» Your assignment
Only the lines from the beginning of the entries through the one with "pinky pip: (611, 350)" should be written out, please, exactly and without any pictures.

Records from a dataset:
--- START ---

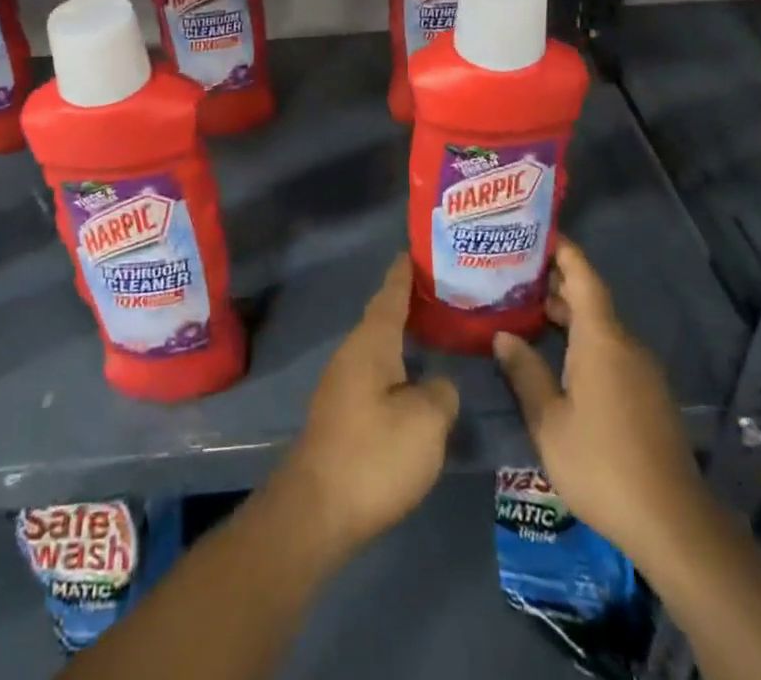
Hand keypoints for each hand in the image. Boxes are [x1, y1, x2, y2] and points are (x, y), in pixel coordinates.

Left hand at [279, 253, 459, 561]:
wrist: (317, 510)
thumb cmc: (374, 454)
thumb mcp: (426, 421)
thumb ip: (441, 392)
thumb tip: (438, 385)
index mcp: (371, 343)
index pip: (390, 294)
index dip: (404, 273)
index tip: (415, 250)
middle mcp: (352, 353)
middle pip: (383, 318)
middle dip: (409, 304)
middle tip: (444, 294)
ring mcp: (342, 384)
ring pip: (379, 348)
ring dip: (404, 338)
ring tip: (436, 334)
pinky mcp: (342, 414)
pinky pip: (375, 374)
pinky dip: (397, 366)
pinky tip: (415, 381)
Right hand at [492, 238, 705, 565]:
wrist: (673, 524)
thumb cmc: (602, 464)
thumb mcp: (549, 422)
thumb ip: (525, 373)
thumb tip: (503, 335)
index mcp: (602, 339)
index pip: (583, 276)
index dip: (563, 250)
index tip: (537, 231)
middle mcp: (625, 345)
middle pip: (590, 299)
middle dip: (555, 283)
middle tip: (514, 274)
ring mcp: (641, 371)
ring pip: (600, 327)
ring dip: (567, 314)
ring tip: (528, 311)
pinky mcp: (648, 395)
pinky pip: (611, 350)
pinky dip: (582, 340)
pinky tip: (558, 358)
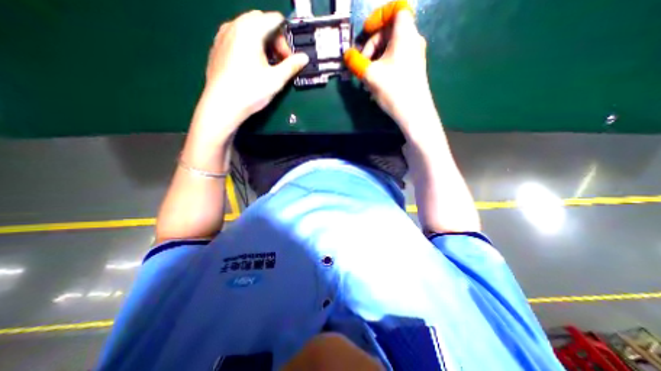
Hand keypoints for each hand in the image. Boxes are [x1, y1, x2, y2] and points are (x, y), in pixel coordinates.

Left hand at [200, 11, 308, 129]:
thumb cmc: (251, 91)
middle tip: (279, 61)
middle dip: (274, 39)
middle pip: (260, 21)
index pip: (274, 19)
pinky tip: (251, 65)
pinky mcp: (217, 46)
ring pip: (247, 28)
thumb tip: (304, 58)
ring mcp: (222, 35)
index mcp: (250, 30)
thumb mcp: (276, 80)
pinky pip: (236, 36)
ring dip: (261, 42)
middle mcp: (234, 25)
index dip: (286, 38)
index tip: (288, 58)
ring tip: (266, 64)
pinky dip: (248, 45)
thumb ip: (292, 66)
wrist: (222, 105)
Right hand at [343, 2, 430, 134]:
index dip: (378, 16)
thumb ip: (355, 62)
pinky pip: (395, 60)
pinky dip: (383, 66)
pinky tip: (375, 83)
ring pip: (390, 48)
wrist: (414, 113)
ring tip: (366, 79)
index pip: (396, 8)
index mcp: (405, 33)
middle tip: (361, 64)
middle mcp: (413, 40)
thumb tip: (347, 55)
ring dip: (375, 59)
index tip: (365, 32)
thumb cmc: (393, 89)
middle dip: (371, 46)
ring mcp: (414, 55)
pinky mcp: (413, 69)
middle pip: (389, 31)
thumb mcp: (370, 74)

--- END ---

» Result of the task
Hand keypoints for each hand in the image. Boxes are [x1, y1, x2, y2] and points are (x, y), in pixel coordinates.

Left hand at [279, 253, 459, 561]:
wrist: (317, 510)
thumb cmc: (374, 454)
thumb mcp: (426, 421)
thumb ip: (441, 392)
thumb tip: (438, 385)
index mcp: (371, 343)
index pip: (390, 294)
index dip: (404, 273)
index tip: (415, 250)
middle mcp: (352, 353)
middle pip: (383, 318)
middle dip: (409, 304)
middle tip: (444, 294)
ring mcp: (342, 384)
ring pip: (379, 348)
ring dip: (404, 338)
ring tip: (436, 334)
pinky mcp: (342, 414)
pinky pip: (375, 374)
pinky dip: (397, 366)
pinky tip: (415, 381)
Right hand at [492, 238, 705, 565]:
wrist: (673, 524)
thumb cmc: (602, 464)
thumb mcp: (549, 422)
thumb ip: (525, 373)
thumb tip: (503, 335)
index mcp: (602, 339)
index pip: (583, 276)
index dip: (563, 250)
index tip: (537, 231)
middle mcp: (625, 345)
middle pip: (590, 299)
middle dip: (555, 283)
middle tip: (514, 274)
ring mcp: (641, 371)
ring pip: (600, 327)
ring dip: (567, 314)
ring tip: (528, 311)
pinky mcp: (648, 395)
pinky pip: (611, 350)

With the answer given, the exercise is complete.